(Bloomberg) -- Even before the pandemic, air purifiers were among the most sought-after household appliances. Once governments acknowledged in mid-2020 that the coronavirus could remain in the air for hours, manufacturers struggled to meet demand. As other factories laid off staff, air-purifier maker RGF Environmental Group in Florida more than tripled its workforce, from 140 to 500 people. In Indonesia, sales of Sharp Corp.’s “plasmacluster” purifiers jumped, from about 3,000 units a month pre-virus to almost 13,000 by January 2021.

To be effective against high levels of pollution, purifiers need to run almost constantly, sucking up energy resources as well as debris. And their filters need replacing every few months. Those components—typically a mix of natural and synthetic fibers with some plastic and metal and other coatings—almost always wind up in a landfill. QualityAirFilters.com explains on its website that though an air purifier “may appear recyclable, all of those particles that it has collected while in use make it unsafe to recycle.” All those pollutants end up in the landfill, too.

Most analysts predict annual sales growth will remain in the double digits after Covid-19 has abated. That goes for the U.S., which has long been the industry’s largest market, but also for such places as India, South Korea, and Mexico, where rising wealth and health concerns are spurring purchases. For city dwellers especially, the appliances mitigate a host of modern health scourges—airborne pathogens as well as haze from burning forests and fields, industrial pollution, noxious chemicals, and allergy triggers such as pollen.

“There’s a lot of startups that seem to be doing very well in that industry, and more and more are coming,” says Tom Szaky, founder of TerraCycle Inc., a specialty recycling company. Most air filters “are made in a way that costs more for a garbage company to collect and process” into new materials than they could get reselling the result.
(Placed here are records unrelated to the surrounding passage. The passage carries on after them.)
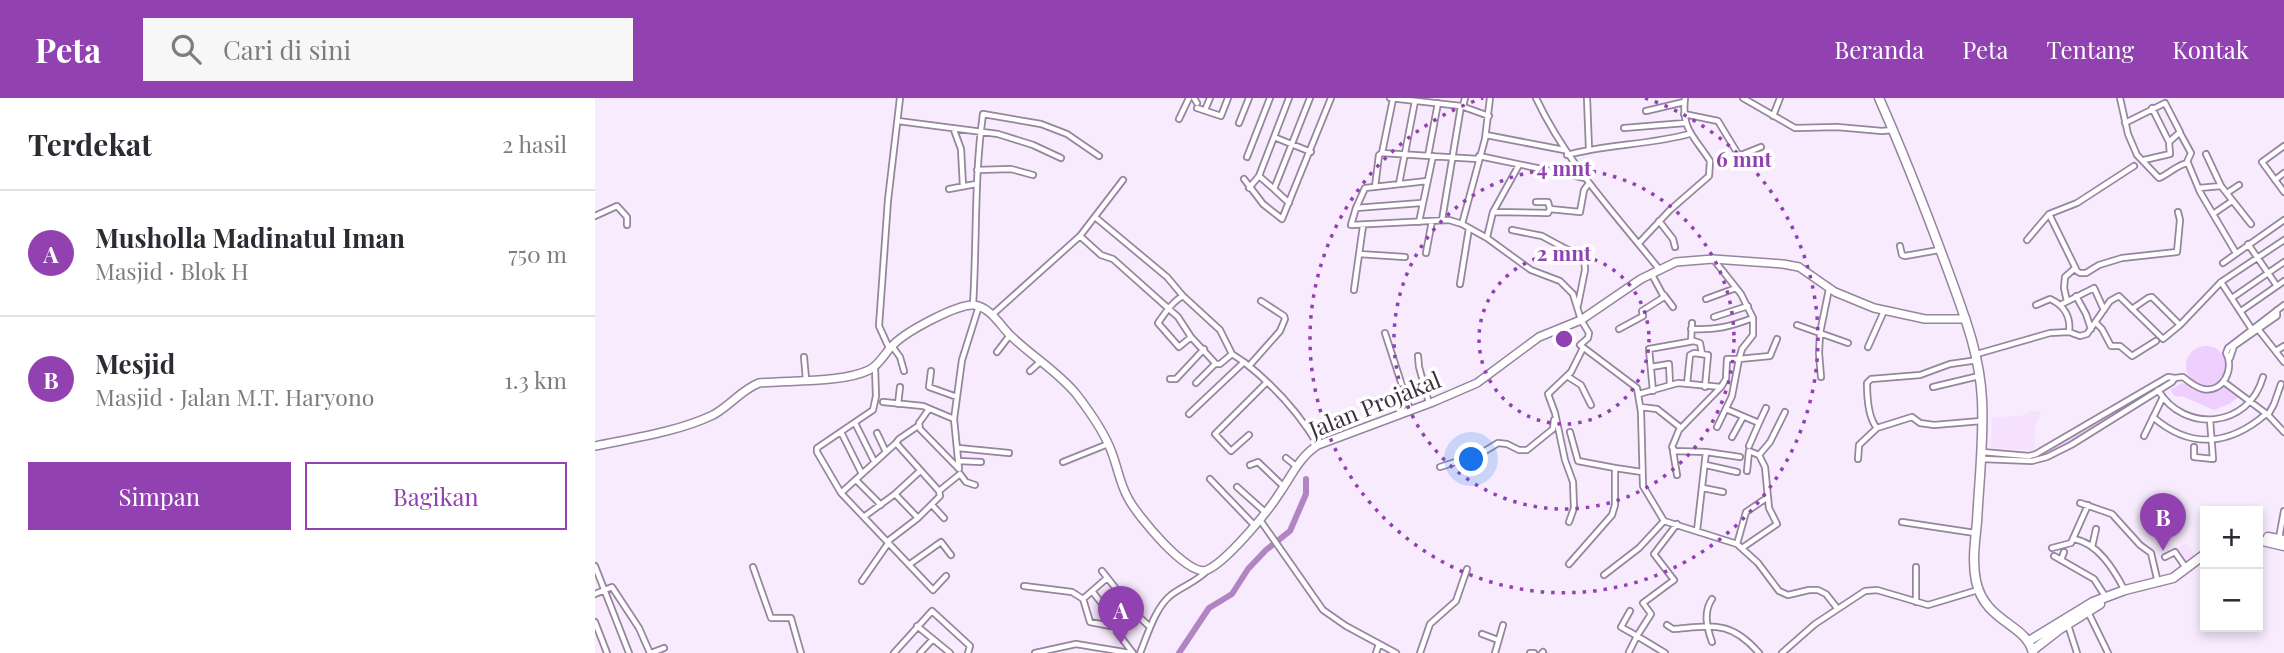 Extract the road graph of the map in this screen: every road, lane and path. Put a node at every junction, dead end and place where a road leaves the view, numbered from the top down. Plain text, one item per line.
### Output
1 (900, 98) edge
2 (1210, 98) edge
3 (1229, 98) edge
4 (1249, 98) edge
5 (1270, 98) edge
6 (1289, 98) edge
7 (1310, 98) edge
8 (1331, 98) edge
9 (1391, 98) edge
10 (1465, 98) edge
11 (1490, 98) edge
12 (1536, 98) edge
13 (1587, 98) edge
14 (1743, 98) edge
15 (1780, 98) edge
16 (1879, 98) edge
17 (2120, 98) edge
18 (1419, 100) edge
19 (1684, 100) edge
20 (1750, 100) edge
21 (1194, 102) edge
22 (1439, 103) junction
23 (1462, 106) junction
24 (2152, 108) junction
25 (1205, 110) junction
26 (1646, 111) dead end
27 (1684, 114) junction
28 (1489, 116) junction
29 (1773, 116) junction
30 (1179, 119) dead end
31 (898, 121) junction
32 (1685, 122) junction
33 (2125, 122) junction
34 (1239, 123) dead end
35 (1624, 128) dead end
36 (954, 129) junction
37 (1894, 130) junction
38 (981, 131) junction
39 (2180, 132) junction
40 (1689, 134) junction
41 (1486, 135) junction
42 (1273, 137) junction
43 (2169, 142) junction
44 (1292, 145) junction
45 (2284, 146) edge
46 (1761, 147) dead end
47 (1589, 149) junction
48 (1564, 150) junction
49 (1311, 152) junction
50 (1383, 153) junction
51 (2206, 154) dead end
52 (1405, 155) junction
53 (1567, 155) junction
54 (1099, 156) dead end
55 (1430, 156) junction
56 (1247, 157) dead end
57 (1453, 157) junction
58 (1479, 157) junction
59 (1061, 158) dead end
60 (2143, 161) junction
61 (2187, 163) junction
62 (1519, 165) junction
63 (2134, 166) dead end
64 (977, 170) junction
65 (2284, 173) edge
66 (1033, 175) dead end
67 (1259, 176) junction
68 (1244, 179) dead end
69 (1123, 180) dead end
70 (2276, 180) junction
71 (1427, 181) junction
72 (1588, 181) junction
73 (975, 184) junction
74 (1399, 184) junction
75 (2239, 185) dead end
76 (963, 186) junction
77 (2221, 186) junction
78 (1375, 187) junction
79 (1249, 188) junction
80 (2199, 188) junction
81 (949, 189) dead end
82 (1274, 189) junction
83 (2284, 192) edge
84 (2227, 193) junction
85 (2232, 201) junction
86 (1536, 202) dead end
87 (1290, 203) junction
88 (1421, 203) junction
89 (1356, 208) junction
90 (1551, 209) junction
91 (1493, 212) junction
92 (2178, 212) dead end
93 (2049, 214) junction
94 (2213, 214) junction
95 (595, 216) edge
96 (1095, 217) junction
97 (1442, 220) junction
98 (2284, 220) edge
99 (1432, 221) junction
100 (1658, 221) junction
101 (1419, 222) junction
102 (1462, 224) junction
103 (2251, 224) dead end
104 (627, 225) dead end
105 (1363, 226) junction
106 (1469, 228) junction
107 (1512, 230) dead end
108 (1080, 236) junction
109 (1487, 238) junction
110 (2027, 240) dead end
111 (2284, 240) edge
112 (1639, 243) junction
113 (2248, 244) junction
114 (1900, 246) dead end
115 (1675, 247) dead end
116 (1940, 249) junction
117 (1426, 253) dead end
118 (2236, 253) junction
119 (1359, 254) junction
120 (1405, 257) dead end
121 (1713, 259) junction
122 (2257, 259) junction
123 (2223, 262) dead end
124 (2284, 262) edge
125 (1659, 269) junction
126 (2076, 269) junction
127 (1651, 273) junction
128 (2267, 273) junction
129 (2284, 281) edge
130 (2221, 282) junction
131 (1459, 284) dead end
132 (2277, 286) junction
133 (1736, 288) junction
134 (1829, 289) junction
135 (1354, 290) dead end
136 (1664, 295) junction
137 (1184, 296) junction
138 (2076, 296) junction
139 (2232, 298) junction
140 (1706, 299) dead end
141 (1261, 301) dead end
142 (2067, 301) junction
143 (2036, 305) dead end
144 (2060, 305) junction
145 (2284, 305) edge
146 (976, 306) junction
147 (1577, 306) junction
148 (1748, 306) junction
149 (1674, 307) dead end
150 (2132, 309) junction
151 (1168, 310) junction
152 (2104, 310) junction
153 (1884, 311) junction
154 (2241, 311) junction
155 (992, 315) junction
156 (1714, 317) dead end
157 (1753, 318) junction
158 (1966, 319) junction
159 (1581, 320) junction
160 (2180, 324) junction
161 (1797, 325) dead end
162 (2093, 326) junction
163 (1619, 328) dead end
164 (2254, 329) junction
165 (2069, 332) junction
166 (1385, 333) dead end
167 (1820, 333) junction
168 (1010, 335) junction
169 (1191, 337) junction
170 (1777, 339) dead end
171 (1691, 341) junction
172 (2156, 341) dead end
173 (1848, 343) dead end
174 (2284, 345) edge
175 (891, 347) junction
176 (1868, 347) dead end
177 (1583, 348) junction
178 (1204, 349) junction
179 (2276, 351) junction
180 (997, 352) dead end
181 (1232, 354) junction
182 (1702, 355) junction
183 (1418, 356) dead end
184 (804, 357) dead end
185 (1977, 357) junction
186 (1739, 359) junction
187 (1039, 362) junction
188 (1244, 362) junction
189 (2284, 362) edge
190 (1216, 364) junction
191 (1249, 366) junction
192 (875, 367) junction
193 (1651, 367) junction
194 (904, 371) dead end
195 (931, 371) dead end
196 (1030, 371) dead end
197 (1980, 375) junction
198 (1567, 376) junction
199 (1821, 377) dead end
200 (2263, 377) dead end
201 (806, 379) junction
202 (1170, 379) dead end
203 (2174, 380) junction
204 (1267, 382) junction
205 (2224, 382) junction
206 (1196, 383) dead end
207 (1687, 384) junction
208 (2281, 384) dead end
209 (1670, 385) junction
210 (901, 387) dead end
211 (1705, 387) junction
212 (1721, 387) junction
213 (1933, 387) dead end
214 (2158, 390) junction
215 (1653, 391) junction
216 (1639, 394) junction
217 (957, 397) junction
218 (2163, 397) junction
219 (883, 402) dead end
220 (2251, 402) junction
221 (1429, 403) junction
222 (898, 404) junction
223 (1591, 405) dead end
224 (1641, 407) junction
225 (1766, 408) dead end
226 (929, 409) junction
227 (1553, 409) junction
228 (1726, 409) junction
229 (1410, 410) junction
230 (1785, 412) dead end
231 (1189, 414) dead end
232 (2267, 414) junction
233 (1743, 417) junction
234 (2153, 417) junction
235 (954, 419) junction
236 (2210, 419) junction
237 (1982, 421) junction
238 (855, 423) junction
239 (1759, 423) junction
240 (918, 426) junction
241 (1717, 427) dead end
242 (1681, 428) junction
243 (1877, 428) junction
244 (2283, 428) edge
245 (841, 432) junction
246 (1570, 432) dead end
247 (877, 433) dead end
248 (1249, 435) dead end
249 (2144, 436) dead end
250 (1732, 437) dead end
251 (2212, 440) junction
252 (896, 443) junction
253 (1108, 444) junction
254 (1318, 445) junction
255 (595, 446) edge
256 (1749, 446) dead end
257 (2194, 447) dead end
258 (958, 448) junction
259 (1673, 451) junction
260 (887, 452) junction
261 (1706, 452) junction
262 (1009, 453) dead end
263 (1759, 455) junction
264 (1981, 455) junction
265 (1740, 457) dead end
266 (1286, 458) dead end
267 (873, 459) dead end
268 (1858, 459) dead end
269 (958, 461) junction
270 (1063, 461) dead end
271 (981, 463) dead end
272 (1250, 465) dead end
273 (1706, 465) junction
274 (1296, 466) junction
275 (1440, 467) dead end
276 (1615, 468) junction
277 (920, 471) junction
278 (959, 471) junction
279 (1747, 471) dead end
280 (861, 472) dead end
281 (1642, 472) junction
282 (1737, 472) dead end
283 (1677, 475) dead end
284 (1210, 478) dead end
285 (856, 480) junction
286 (975, 485) dead end
287 (1237, 487) dead end
288 (1284, 487) junction
289 (1703, 488) junction
290 (939, 491) junction
291 (1723, 492) dead end
292 (841, 493) junction
293 (895, 494) junction
294 (1767, 497) junction
295 (2080, 503) dead end
296 (881, 505) junction
297 (932, 505) junction
298 (2088, 505) junction
299 (2284, 512) edge
300 (1266, 513) junction
301 (865, 516) junction
302 (918, 518) junction
303 (944, 518) dead end
304 (1664, 521) junction
305 (1569, 522) dead end
306 (1902, 522) dead end
307 (1257, 523) junction
308 (1677, 524) junction
309 (2097, 529) dead end
310 (1696, 531) junction
311 (1976, 534) junction
312 (2074, 539) junction
313 (2263, 539) edge
314 (889, 541) junction
315 (2282, 541) edge
316 (1740, 546) junction
317 (2092, 547) junction
318 (2052, 548) dead end
319 (2064, 552) dead end
320 (951, 555) dead end
321 (2054, 556) dead end
322 (2165, 557) dead end
323 (2200, 558) edge
324 (2061, 560) junction
325 (2200, 563) edge
326 (910, 564) junction
327 (1569, 564) dead end
328 (595, 566) edge
329 (753, 567) dead end
330 (1916, 567) dead end
331 (1467, 569) dead end
332 (2186, 569) junction
333 (1209, 570) junction
334 (1102, 571) dead end
335 (1604, 575) dead end
336 (946, 576) dead end
337 (1107, 578) junction
338 (862, 581) dead end
339 (2158, 583) junction
340 (1024, 586) dead end
341 (604, 590) junction
342 (1978, 590) junction
343 (2125, 590) junction
344 (1092, 591) junction
345 (595, 594) edge
346 (2106, 597) junction
347 (1083, 599) junction
348 (1712, 599) dead end
349 (1916, 602) junction
350 (1837, 608) junction
351 (1629, 611) dead end
352 (2087, 612) junction
353 (1136, 614) junction
354 (595, 622) edge
355 (2068, 624) junction
356 (1503, 625) dead end
357 (1667, 625) dead end
358 (917, 626) junction
359 (1150, 627) junction
360 (1707, 627) junction
361 (1121, 628) junction
362 (1482, 635) dead end
363 (1637, 636) junction
364 (933, 639) junction
365 (1498, 640) junction
366 (2029, 641) junction
367 (1712, 642) dead end
368 (1379, 644) junction
369 (664, 648) dead end
370 (946, 652) edge
371 (1047, 652) edge
372 (1118, 652) edge
373 (2033, 652) edge
374 (607, 653) edge
375 (629, 653) edge
376 (650, 653) edge
377 (801, 653) edge
378 (894, 653) edge
379 (920, 653) edge
380 (968, 653) edge
381 (1035, 653) edge
382 (1131, 653) edge
383 (1140, 653) edge
384 (1376, 653) edge
385 (1396, 653) edge
386 (1420, 653) edge
387 (1495, 653) edge
388 (1629, 653) edge
389 (1665, 653) edge
390 (1759, 653) edge
391 (1781, 653) edge
392 (2077, 653) edge
393 (2108, 653) edge

1 - 31 street
2 - 25 street
3 - 25 street
4 - 34 street
5 - 56 street
6 - 42 street
7 - 44 street
8 - 49 street
9 - 18 street
9 - 50 street
10 - 23 street
11 - 28 street
12 - 48 street
13 - 47 street
14 - 20 street
15 - 29 street
16 - 37 highway
17 - 33 street
18 - 22 street
18 - 52 street
19 - 26 street
19 - 27 street
20 - 29 street
21 - 25 street
21 - 30 street
22 - 23 street
22 - 55 street
23 - 28 street
23 - 57 street
24 - 33 street
24 - 39 street
24 - 43 street
27 - 32 street
27 - 46 street
28 - 41 street
29 - 37 street
31 - 36 street
31 - 175 street
32 - 35 street
32 - 40 street
33 - 60 street
36 - 38 street
36 - 76 street
37 - 116 highway
38 - 54 street
38 - 59 street
38 - 64 street
39 - 43 street
39 - 61 street
40 - 47 street
40 - 100 street
41 - 48 street
41 - 58 street
42 - 44 street
42 - 67 street
43 - 60 street
44 - 49 street
44 - 82 street
45 - 70 street
47 - 53 street
48 - 53 street
49 - 87 street
50 - 52 street
50 - 78 street
51 - 77 street
52 - 55 street
52 - 74 street
53 - 72 street
55 - 57 street
55 - 71 street
57 - 58 street
57 - 97 street
58 - 62 street
58 - 102 street
60 - 61 street
61 - 80 street
62 - 72 street
62 - 91 street
63 - 93 street
64 - 66 street
64 - 73 street
65 - 70 street
67 - 79 street
67 - 82 street
68 - 79 street
69 - 96 street
70 - 83 street
71 - 74 street
71 - 88 street
72 - 90 street
72 - 112 street
73 - 76 street
73 - 146 street
74 - 78 street
75 - 84 street
76 - 81 street
77 - 80 street
77 - 84 street
78 - 89 street
79 - 87 street
80 - 94 street
82 - 87 street
84 - 85 street
85 - 94 street
85 - 103 street
86 - 90 street
88 - 89 street
88 - 101 street
89 - 105 street
90 - 91 street
91 - 109 street
92 - 126 street
93 - 110 street
93 - 126 street
94 - 118 street
95 - 104 street
96 - 108 street
96 - 137 street
97 - 99 street
97 - 102 street
98 - 113 street
99 - 101 street
99 - 117 street
100 - 112 street
100 - 115 street
101 - 105 street
102 - 106 street
105 - 119 street
106 - 109 street
106 - 131 street
107 - 147 street
108 - 151 street
108 - 155 street
109 - 147 street
111 - 122 street
112 - 125 street
113 - 118 street
113 - 122 street
114 - 116 street
116 - 158 highway
118 - 123 street
119 - 120 street
119 - 135 street
121 - 125 main road, Jalan Projakal
121 - 133 street
121 - 134 main road, Jalan Projakal
122 - 128 street
122 - 130 street
124 - 128 street
125 - 127 main road, Jalan Projakal
126 - 142 street
127 - 136 street
127 - 159 main road, Jalan Projakal
128 - 132 street
128 - 139 street
129 - 132 street
130 - 139 street
130 - 160 street
132 - 154 street
133 - 140 street
133 - 148 street
134 - 153 main road, Jalan Projakal
134 - 167 street
136 - 149 street
136 - 163 street
137 - 151 street
137 - 181 street
138 - 142 street
138 - 152 street
138 - 162 street
139 - 154 street
141 - 191 street
142 - 144 street
143 - 144 street
144 - 165 street
145 - 164 street
146 - 155 main road
146 - 175 main road
146 - 217 street
147 - 159 street
148 - 156 street
148 - 157 street
150 - 152 street
150 - 160 street
150 - 160 street
151 - 169 street
151 - 169 street
152 - 162 street
153 - 158 main road, Jalan Projakal
153 - 176 street
154 - 164 street
155 - 168 main road
157 - 171 street
157 - 186 street
158 - 185 highway
159 - 177 street
159 - 221 main road, Jalan Projakal
161 - 167 street
162 - 165 street
162 - 172 street
164 - 179 street
164 - 205 street
165 - 185 street
166 - 229 street
167 - 173 street
167 - 199 street
168 - 180 street
168 - 187 main road
169 - 178 street
170 - 186 street
171 - 182 street
171 - 193 street
174 - 179 street
175 - 192 main road
175 - 194 street
177 - 198 street
177 - 216 street
178 - 190 street
178 - 202 street
179 - 189 street
181 - 188 street
181 - 190 street
182 - 207 street
182 - 211 street
183 - 221 street
184 - 201 street
185 - 197 highway
185 - 243 street
186 - 212 street
186 - 228 street
187 - 196 street
187 - 253 main road
188 - 191 street
188 - 231 street
190 - 206 street
191 - 204 street
192 - 201 main road
192 - 238 street
193 - 209 street
193 - 215 street
195 - 217 street
197 - 213 street
197 - 237 highway
198 - 223 street
198 - 227 street
200 - 220 street
201 - 255 main road
203 - 205 street
203 - 214 street
203 - 264 street
204 - 248 street
204 - 254 street
205 - 220 street
207 - 209 street
207 - 211 street
208 - 232 street
209 - 215 street
210 - 222 street
211 - 212 street
212 - 242 street
214 - 218 street
214 - 264 street
215 - 216 street
216 - 224 street
217 - 235 street
218 - 234 street
218 - 236 street
219 - 222 street
220 - 232 street
220 - 236 street
221 - 229 main road, Jalan Projakal
222 - 226 street
224 - 242 street
224 - 281 street
225 - 239 street
226 - 235 street
226 - 240 street
227 - 275 street
227 - 305 street
228 - 233 street
228 - 241 street
229 - 254 main road, Jalan Projakal
230 - 263 street
232 - 244 street
232 - 251 street
233 - 239 street
233 - 250 street
234 - 249 street
234 - 251 street
235 - 258 street
236 - 251 street
237 - 243 street
237 - 264 highway
238 - 245 street
238 - 267 street
239 - 256 street
240 - 252 street
240 - 278 street
242 - 259 street
243 - 268 street
245 - 280 street
245 - 292 street
246 - 276 street
247 - 260 street
251 - 257 street
252 - 260 street
252 - 277 street
253 - 270 street
253 - 333 main road
254 - 274 main road, Jalan Projakal
258 - 262 street
258 - 269 street
259 - 261 street
259 - 283 street
260 - 285 street
261 - 265 street
261 - 273 street
263 - 279 street
263 - 294 street
264 - 311 highway
266 - 274 street
269 - 271 street
269 - 278 street
272 - 288 street
273 - 282 street
273 - 289 street
274 - 288 main road, Jalan Projakal
276 - 281 street
276 - 327 street
277 - 290 street
277 - 293 street
278 - 286 street
278 - 290 street
281 - 304 street
284 - 307 street
285 - 292 street
285 - 296 street
287 - 300 street
288 - 300 main road, Jalan Projakal
289 - 291 street
289 - 310 street
290 - 297 street
292 - 301 street
293 - 296 street
293 - 302 street
294 - 316 street
294 - 316 street
295 - 298 street
296 - 301 street
297 - 302 street
297 - 303 street
298 - 312 street
298 - 339 street
299 - 315 street
300 - 307 main road, Jalan Projakal
301 - 314 street
302 - 314 street
304 - 308 street
304 - 335 street
306 - 311 street
307 - 333 main road, Jalan Projakal
307 - 368 street
308 - 310 street
308 - 363 street
309 - 317 street
310 - 316 street
311 - 342 highway
312 - 317 street
312 - 318 street
313 - 315 highway
314 - 326 street
314 - 338 street
316 - 350 street
317 - 343 street
319 - 324 street
320 - 326 street
321 - 324 street
322 - 332 street
323 - 332 highway
324 - 346 street
325 - 352 highway
326 - 336 street
328 - 341 street
329 - 377 street
330 - 349 street
331 - 386 street
332 - 339 highway
333 - 359 street
334 - 337 street
337 - 344 street
337 - 353 street
339 - 343 highway
340 - 347 street
341 - 345 street
341 - 375 street
341 - 376 street
342 - 349 street
342 - 366 highway
343 - 346 highway
344 - 347 street
344 - 361 street
346 - 366 highway
347 - 361 street
348 - 360 street
349 - 350 street
350 - 391 street
351 - 363 street
352 - 355 highway
352 - 393 street
353 - 359 street
353 - 361 street
354 - 374 street
355 - 373 highway
355 - 392 street
356 - 365 street
357 - 360 street
358 - 364 street
358 - 378 street
358 - 380 street
359 - 383 street
360 - 367 street
360 - 390 street
361 - 382 street
362 - 365 street
363 - 388 street
363 - 389 street
364 - 370 street
364 - 379 street
365 - 387 street
366 - 373 highway
368 - 384 street
368 - 385 street
369 - 376 street
371 - 372 street
371 - 381 street
372 - 382 street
Some companies are trying to control the growing pile of waste. Oregon-based Reitmeier HVAC Services sends used filters to a waste-to-energy plant, for instance, while groups such as TerraCycle will collect them for a fee. Manufacturers, meanwhile, are developing filters that last longer or are easier to dispose of. Commercial systems made by Honeywell International Inc. use ultraviolet light. Some models use washable filters, though these typically don’t meet the highest standard of efficiency. And the reality is, all of the systems consume a lot of power.